In the Appendix of his dystopian novel 1984, George Orwell explained:

The purpose of Newspeak was not only to provide a medium of expression for the world-view and mental habits proper to the devotees of Ingsoc [“English Socialism” in Newspeak], but to make all other modes of thought impossible.

We are not there yet, but in The Fatal Conceit (University of Chicago Press, 1988), Friedrich Hayek wrote expressed a related idea:

The inadequacy of the terms we use to refer to different forms of human interaction is just one more symptom, one more manifestation, of the prevailing, highly inadequate grasp of the processes by which human efforts are coordinated.

A story in the Financial Times illustrates how approaches that are not informed by economics and methodological individualism produce faulty interpretations of reality and policy proposals. The story reports on the fear that, responding to the reduced gas supply caused by Vladimir Putin’s government, the German government, by supporting its businesses and consumers, will harm poorer countries (“EU Leaders Fail to Reach Deal to Cut Energy Prices,” Financial Times, October 7, 2022):

Italy and several other countries squared off against Germany at a summit in Prague on Friday, in a spat that mirrors clashes from past crises. Heavily indebted countries fear that their wealthier neighbors will gain an unfair edge by supporting their businesses and consumers.

Although this paragraph may not look like Newspeak, nearly everything there is strange. It is not “countries” that subsidize and clash, but their governments. Someone insisting that a country is the same as its government should be puzzled by a statement such as “this country has nice mountains.”  If the “country” is viewed instead as composed of all businesses and consumers, that is everybody, we cannot properly speak of “its” businesses and consumers without a self-referential nonsense: businesses and consumers support their businesses and consumers. Finally, a state s that subsidizes “its” businesses and consumers in country S does not harm the individuals in country P, except in the very indirect sense that making individuals poorer anywhere reduces other individuals’ opportunities for exchange.

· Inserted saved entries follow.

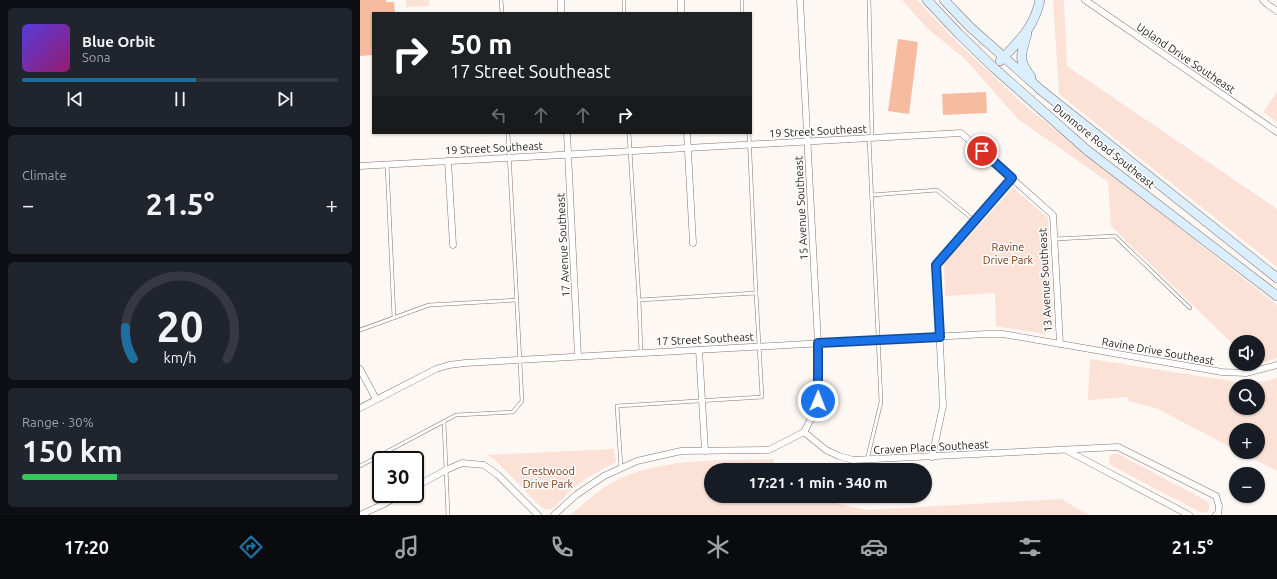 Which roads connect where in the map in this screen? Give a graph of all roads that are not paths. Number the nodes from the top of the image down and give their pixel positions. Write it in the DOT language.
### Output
graph roads {
  1 [pos="502,0"];
  2 [pos="561,0"];
  3 [pos="624,0"];
  4 [pos="680,0"];
  5 [pos="742,0"];
  6 [pos="800,0"];
  7 [pos="869,0"];
  8 [pos="927,0"];
  9 [pos="944,0"];
  10 [pos="1040,0"];
  11 [pos="1085,0"];
  12 [pos="1263,0"];
  13 [pos="1277,11"];
  14 [pos="502,12"];
  15 [pos="561,12"];
  16 [pos="624,12"];
  17 [pos="681,12"];
  18 [pos="742,12"];
  19 [pos="1028,30"];
  20 [pos="1003,58"];
  21 [pos="993,67"];
  22 [pos="1042,91"];
  23 [pos="1277,132"];
  24 [pos="508,134"];
  25 [pos="567,134"];
  26 [pos="630,134"];
  27 [pos="687,134"];
  28 [pos="749,134"];
  29 [pos="871,138"];
  30 [pos="808,141"];
  31 [pos="749,145"];
  32 [pos="687,148"];
  33 [pos="630,151"];
  34 [pos="568,154"];
  35 [pos="510,158"];
  36 [pos="448,161"];
  37 [pos="387,164"];
  38 [pos="360,166"];
  39 [pos="1012,178"];
  40 [pos="872,195"];
  41 [pos="1053,215"];
  42 [pos="975,221"];
  43 [pos="1055,239"];
  44 [pos="693,243"];
  45 [pos="453,244"];
  46 [pos="1277,278"];
  47 [pos="756,293"];
  48 [pos="1277,296"];
  49 [pos="517,300"];
  50 [pos="639,300"];
  51 [pos="1190,308"];
  52 [pos="394,318"];
  53 [pos="360,330"];
  54 [pos="940,337"];
  55 [pos="878,340"];
  56 [pos="818,343"];
  57 [pos="1060,344"];
  58 [pos="759,347"];
  59 [pos="699,350"];
  60 [pos="641,353"];
  61 [pos="578,356"];
  62 [pos="520,360"];
  63 [pos="1277,365"];
  64 [pos="360,369"];
  65 [pos="376,399"];
  66 [pos="702,400"];
  67 [pos="360,408"];
  68 [pos="444,422"];
  69 [pos="804,432"];
  70 [pos="705,450"];
  71 [pos="1067,450"];
  72 [pos="932,457"];
  73 [pos="867,460"];
  74 [pos="360,466"];
  75 [pos="621,468"];
  76 [pos="446,470"];
  77 [pos="424,482"];
  78 [pos="386,503"];
  79 [pos="360,515"];
  80 [pos="448,515"];
  81 [pos="538,515"];
  82 [pos="554,515"];
  83 [pos="1189,515"];
  84 [pos="1216,515"];
  1 -- 14 [label="lane"];
  2 -- 15 [label="street"];
  3 -- 16 [label="lane"];
  4 -- 17 [label="street"];
  5 -- 18 [label="lane"];
  6 -- 30 [label="street, 15 Avenue Southeast"];
  7 -- 29 [label="lane"];
  8 -- 21 [label="main road, Dunmore Road Southeast"];
  9 -- 20 [label="main road, Dunmore Road Southeast"];
  10 -- 19 [label="main road"];
  11 -- 23 [label="street, Upland Drive Southeast"];
  12 -- 13 [label="street"];
  19 -- 20 [label="main road"];
  19 -- 22 [label="main road"];
  20 -- 21 [label="main road"];
  20 -- 22 [label="main road, Dunmore Road Southeast"];
  21 -- 48 [label="main road, Dunmore Road Southeast"];
  22 -- 46 [label="main road, Dunmore Road Southeast"];
  24 -- 35 [label="lane"];
  25 -- 34 [label="street, 17 Avenue Southeast"];
  26 -- 33 [label="lane"];
  27 -- 32 [label="street"];
  28 -- 31 [label="lane"];
  29 -- 30 [label="street, 19 Street Southeast"];
  29 -- 39 [label="street, 19 Street Southeast"];
  29 -- 40 [label="lane"];
  30 -- 31 [label="street, 19 Street Southeast"];
  30 -- 56 [label="street, 15 Avenue Southeast"];
  31 -- 32 [label="street, 19 Street Southeast"];
  31 -- 47 [label="lane"];
  32 -- 33 [label="street, 19 Street Southeast"];
  32 -- 44 [label="street"];
  33 -- 34 [label="street, 19 Street Southeast"];
  33 -- 50 [label="lane"];
  34 -- 35 [label="street, 19 Street Southeast"];
  34 -- 61 [label="street, 17 Avenue Southeast"];
  35 -- 36 [label="street, 19 Street Southeast"];
  35 -- 49 [label="lane"];
  36 -- 37 [label="street, 19 Street Southeast"];
  36 -- 45 [label="street"];
  37 -- 38 [label="street, 19 Street Southeast"];
  37 -- 52 [label="lane"];
  39 -- 41 [label="street, 19 Street Southeast"];
  39 -- 42 [label="street"];
  40 -- 42 [label="lane"];
  40 -- 55 [label="lane"];
  41 -- 43 [label="street, 13 Avenue Southeast"];
  42 -- 54 [label="street"];
  43 -- 51 [label="lane"];
  43 -- 57 [label="street, 13 Avenue Southeast"];
  47 -- 50 [label="lane"];
  47 -- 58 [label="lane"];
  49 -- 52 [label="lane"];
  49 -- 62 [label="lane"];
  50 -- 60 [label="lane"];
  52 -- 53 [label="lane"];
  54 -- 55 [label="street, 17 Street Southeast"];
  54 -- 57 [label="street, 17 Street Southeast"];
  54 -- 72 [label="street"];
  55 -- 56 [label="street, 17 Street Southeast"];
  55 -- 73 [label="lane"];
  56 -- 58 [label="street, 17 Street Southeast"];
  56 -- 69 [label="street, 15 Avenue Southeast"];
  57 -- 63 [label="street, Ravine Drive Southeast"];
  58 -- 59 [label="street, 17 Street Southeast"];
  58 -- 66 [label="lane"];
  59 -- 60 [label="street, 17 Street Southeast"];
  59 -- 66 [label="street"];
  60 -- 61 [label="street, 17 Street Southeast"];
  61 -- 62 [label="street, 17 Street Southeast"];
  62 -- 65 [label="street, 17 Street Southeast"];
  62 -- 68 [label="lane"];
  64 -- 65 [label="street"];
  65 -- 67 [label="street, 17 Street Southeast"];
  66 -- 70 [label="street"];
  66 -- 75 [label="lane"];
  68 -- 74 [label="lane"];
  68 -- 76 [label="lane"];
  69 -- 70 [label="street"];
  69 -- 73 [label="street, Craven Place Southeast"];
  70 -- 75 [label="street"];
  71 -- 72 [label="street, Craven Place Southeast"];
  71 -- 83 [label="street"];
  71 -- 84 [label="street, Craven Place Southeast"];
  72 -- 73 [label="street, Craven Place Southeast"];
  75 -- 82 [label="street"];
  76 -- 77 [label="street"];
  76 -- 80 [label="lane"];
  76 -- 81 [label="street"];
  78 -- 79 [label="street"];
} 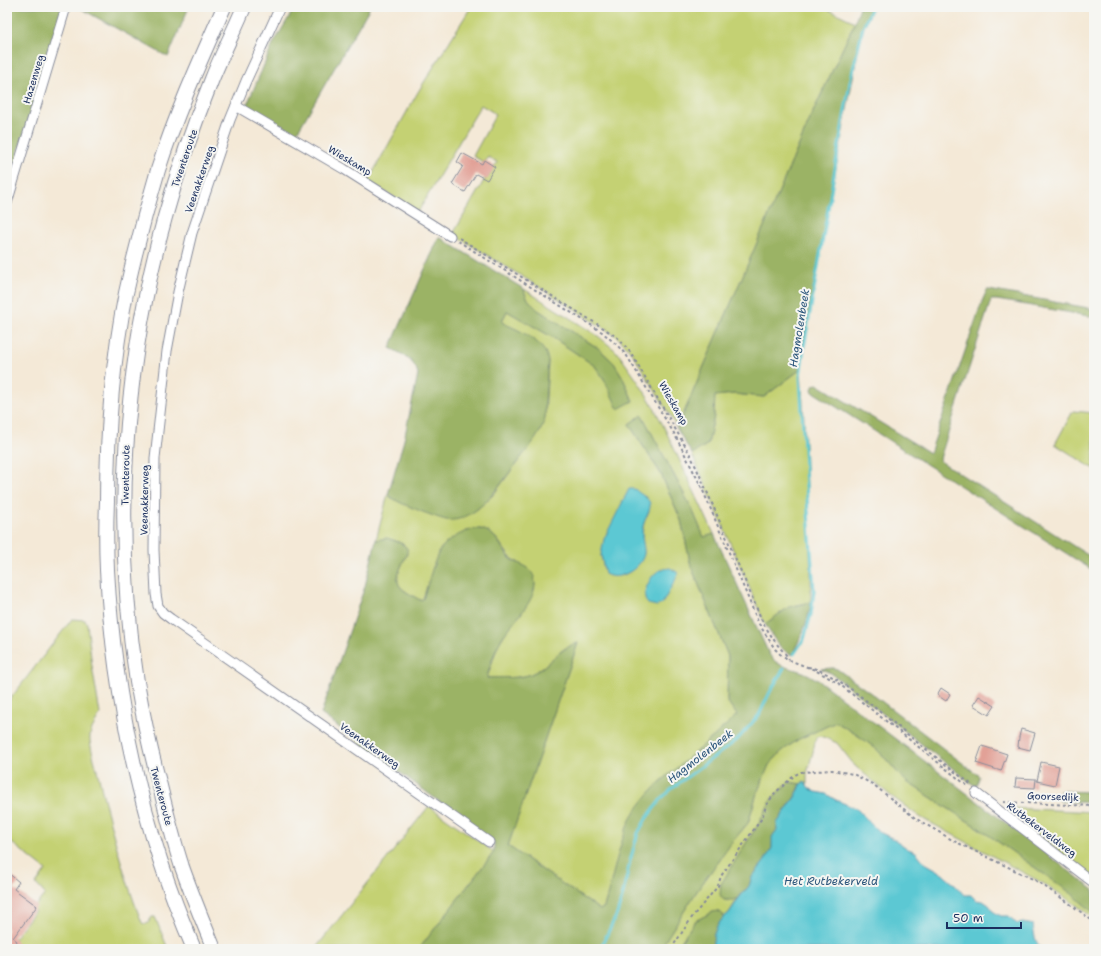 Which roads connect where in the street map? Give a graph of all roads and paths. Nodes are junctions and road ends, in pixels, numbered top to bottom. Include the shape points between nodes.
1 (66, 7) edge
2 (224, 7) edge
3 (244, 7) edge
4 (280, 7) edge
5 (236, 106) junction
6 (7, 203) edge
7 (450, 236) junction
8 (789, 660) junction
9 (801, 665) junction
10 (976, 793) junction
11 (988, 801) junction
12 (1094, 806) edge
13 (489, 842) dead end
14 (1094, 883) edge
15 (1094, 922) edge
16 (194, 949) edge
17 (214, 949) edge
18 (670, 949) edge

1 - 6 street, Hazenweg
2 - 16 highway, Twenteroute via 177,119 158,171 141,233 119,336 112,386 107,464 107,568 121,695 135,769 150,823 166,876
3 - 17 highway, Twenteroute via 213,77 164,218 136,346 126,439 125,567 137,682 167,818
4 - 5 street, Veenakkerweg
5 - 7 street, Wieskamp via 344,169
5 - 13 street, Veenakkerweg via 192,234 167,350 155,458 154,550 158,606 171,619
7 - 8 path, Wieskamp via 602,332 627,356 675,435 701,486 759,624 775,649
7 - 8 path, Wieskamp via 458,238 605,329 618,338 631,353 691,456 763,623
8 - 9 path, Wieskamp
9 - 10 path, Wieskamp via 838,683
9 - 10 path, Wieskamp via 815,668 836,679 865,700 973,786
10 - 11 street, Rutbekerveldweg
11 - 12 path, Goorsedijk
11 - 14 street, Rutbekerveldweg
15 - 18 path via 1035,880 954,841 915,818 874,786 853,774 832,770 801,772 774,794 762,818 721,876 718,886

On this last point, consider the following. If the German government subsidizes some German energy consumers with the money (the resources) of some German taxpayers, this is merely a transfer: it makes some Germans richer and other Germans poorer (plus some deadweight loss caused by taxation). But if German taxpayers are obliged to subsidize some German energy businesses, the increased production of the latter and the resulting lower price of energy can only benefit energy consumers including those in other countries.

So why would an Italian worry about German taxpayers subsidizing German energy producers and thus, indirectly, Italian energy buyers? Don’t Italians and Frenchmen and many other individuals usually love to be subsidized by somebody else? The only rational reason for Italian wrath would be if the German government also forbade German energy producers from exporting their products to Italy, that is, established actual trade barriers around Germany.

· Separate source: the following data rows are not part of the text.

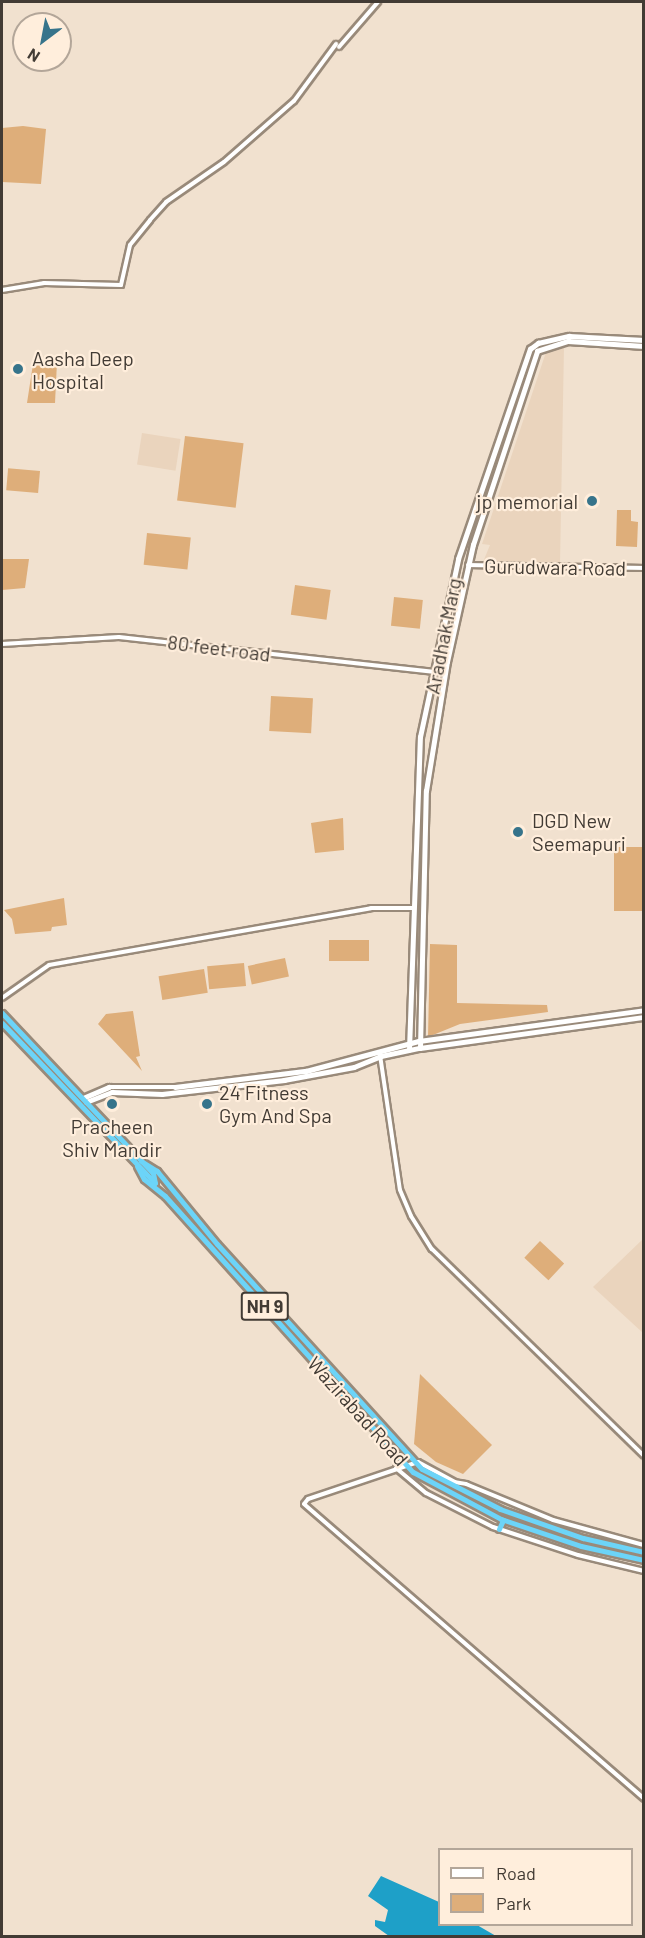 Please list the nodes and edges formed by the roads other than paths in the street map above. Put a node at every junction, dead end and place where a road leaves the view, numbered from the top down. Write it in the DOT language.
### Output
graph roads {
  1 [pos="378,2"];
  2 [pos="2,290"];
  3 [pos="644,340"];
  4 [pos="644,346"];
  5 [pos="467,565"];
  6 [pos="644,568"];
  7 [pos="2,644"];
  8 [pos="435,672"];
  9 [pos="417,786"];
  10 [pos="427,787"];
  11 [pos="414,908"];
  12 [pos="2,998"];
  13 [pos="644,1010"];
  14 [pos="2,1013"];
  15 [pos="644,1017"];
  16 [pos="2,1024"];
  17 [pos="419,1041"];
  18 [pos="410,1044"];
  19 [pos="420,1048"];
  20 [pos="409,1050"];
  21 [pos="380,1053"];
  22 [pos="85,1100"];
  23 [pos="139,1163"];
  24 [pos="644,1456"];
  25 [pos="415,1464"];
  26 [pos="405,1465"];
  27 [pos="395,1467"];
  28 [pos="450,1484"];
  29 [pos="442,1490"];
  30 [pos="503,1520"];
  31 [pos="499,1529"];
  32 [pos="644,1545"];
  33 [pos="644,1552"];
  34 [pos="644,1560"];
  35 [pos="644,1570"];
  36 [pos="644,1799"];
  1 -- 2 [label="street"];
  3 -- 8 [label="main road, Aradhak Marg"];
  4 -- 5 [label="main road, Aradhak Marg"];
  5 -- 6 [label="street, Gurudwara Road"];
  5 -- 10 [label="main road, Aradhak Marg"];
  7 -- 8 [label="street, 80 feet road"];
  8 -- 9 [label="main road, Aradhak Marg"];
  9 -- 10 [label="main road"];
  9 -- 11 [label="main road, Aradhak Marg"];
  10 -- 17 [label="main road, Aradhak Marg"];
  11 -- 12 [label="street"];
  11 -- 18 [label="main road, Aradhak Marg"];
  13 -- 17 [label="main road"];
  14 -- 22 [label="highway, Wazirabad Road / NH 9"];
  15 -- 19 [label="main road"];
  16 -- 23 [label="highway, Wazirabad Road / NH 9"];
  17 -- 18 [label="main road"];
  17 -- 19 [label="main road, Aradhak Marg"];
  18 -- 20 [label="main road, Aradhak Marg"];
  18 -- 21 [label="main road"];
  19 -- 20 [label="main road"];
  20 -- 21 [label="main road"];
  21 -- 22 [label="main road"];
  21 -- 24 [label="street"];
  22 -- 23 [label="highway, Wazirabad Road / NH 9"];
  23 -- 25 [label="highway, Wazirabad Road / NH 9"];
  23 -- 26 [label="highway, Wazirabad Road / NH 9"];
  25 -- 26 [label="street"];
  25 -- 28 [label="highway, Wazirabad Road / NH 9"];
  26 -- 27 [label="street"];
  26 -- 29 [label="highway, Wazirabad Road / NH 9"];
  27 -- 31 [label="street"];
  27 -- 36 [label="street"];
  28 -- 29 [label="highway"];
  28 -- 32 [label="street"];
  28 -- 33 [label="highway, Wazirabad Road / NH 9"];
  29 -- 30 [label="highway, Wazirabad Road / NH 9"];
  30 -- 31 [label="highway"];
  30 -- 34 [label="highway, Wazirabad Road / NH 9"];
  31 -- 35 [label="street"];
}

If, as Eurocrats do, we extend the concept of “protectionism” to whenever a state in the world internally redistributes money or makes its own subjects poorer (say, through deadweight losses), we have to find another word for what used to be called “protectionism,” that is, your own government forbidding you to import or export or do it at terms it does not like. (See my EconLog post “Taking Comparative Advantage Seriously,” November 17, 2017.)

Non-sensical ideas often don’t come alone. From the first FT story cited, we learn more about Eurocrats’ and politicians’ thinking:

One area of convergence appeared to be a growing interest from member countries in working together to negotiate better prices for gas, some officials said, an approach the EU has previously suggested as a way to boost its collective bargaining power and avoid having countries bid against each other.

This project is actually being pushed by the European Commission (“EU Looks to Enforce Mandatory Co-Operation on Gas Purchases,” Financial Times, October 11, 2022). But what could it mean for “countries” to bid against each other? If it means anything, it is that rulers of each country do the bidding over and above the heads of their individual subjects. On a free market, on the contrary, a German person bids as much against other Germans as against Italians. He can stop his implicit bidding if he wants to, and he will simply not get the stuff, which goes to individuals who pay the bid-up market price. A free market is a continuous auction where every individual is equally free to bid.  If the countries’ rulers create a cartel of states to do the bidding, it will still be over and above the head of their respective individual subjects. Moreover, since all European utilities and businesses (including those outside the European Union) consume only 14% of the world production of gas, it is not sure that the cartel would have enough market power to push down prices significantly.

Going back to the first quote, we may add that if the politicians of poor countries had not pushed their governments into debt in order to bribe their voters with apparently-free goodies, other countries could not now “gain an unfair edge”—even assuming that shuttling money inside Germany or subsidizing some German producers gave Germans any edge over non-Germans. And I haven’t talked about the price controls that the German government will impose, like other European governments already do and like the EU government is pushing at its level (I mentioned this problem in a recent post).

All that suggests that a different way of thinking is sorely needed.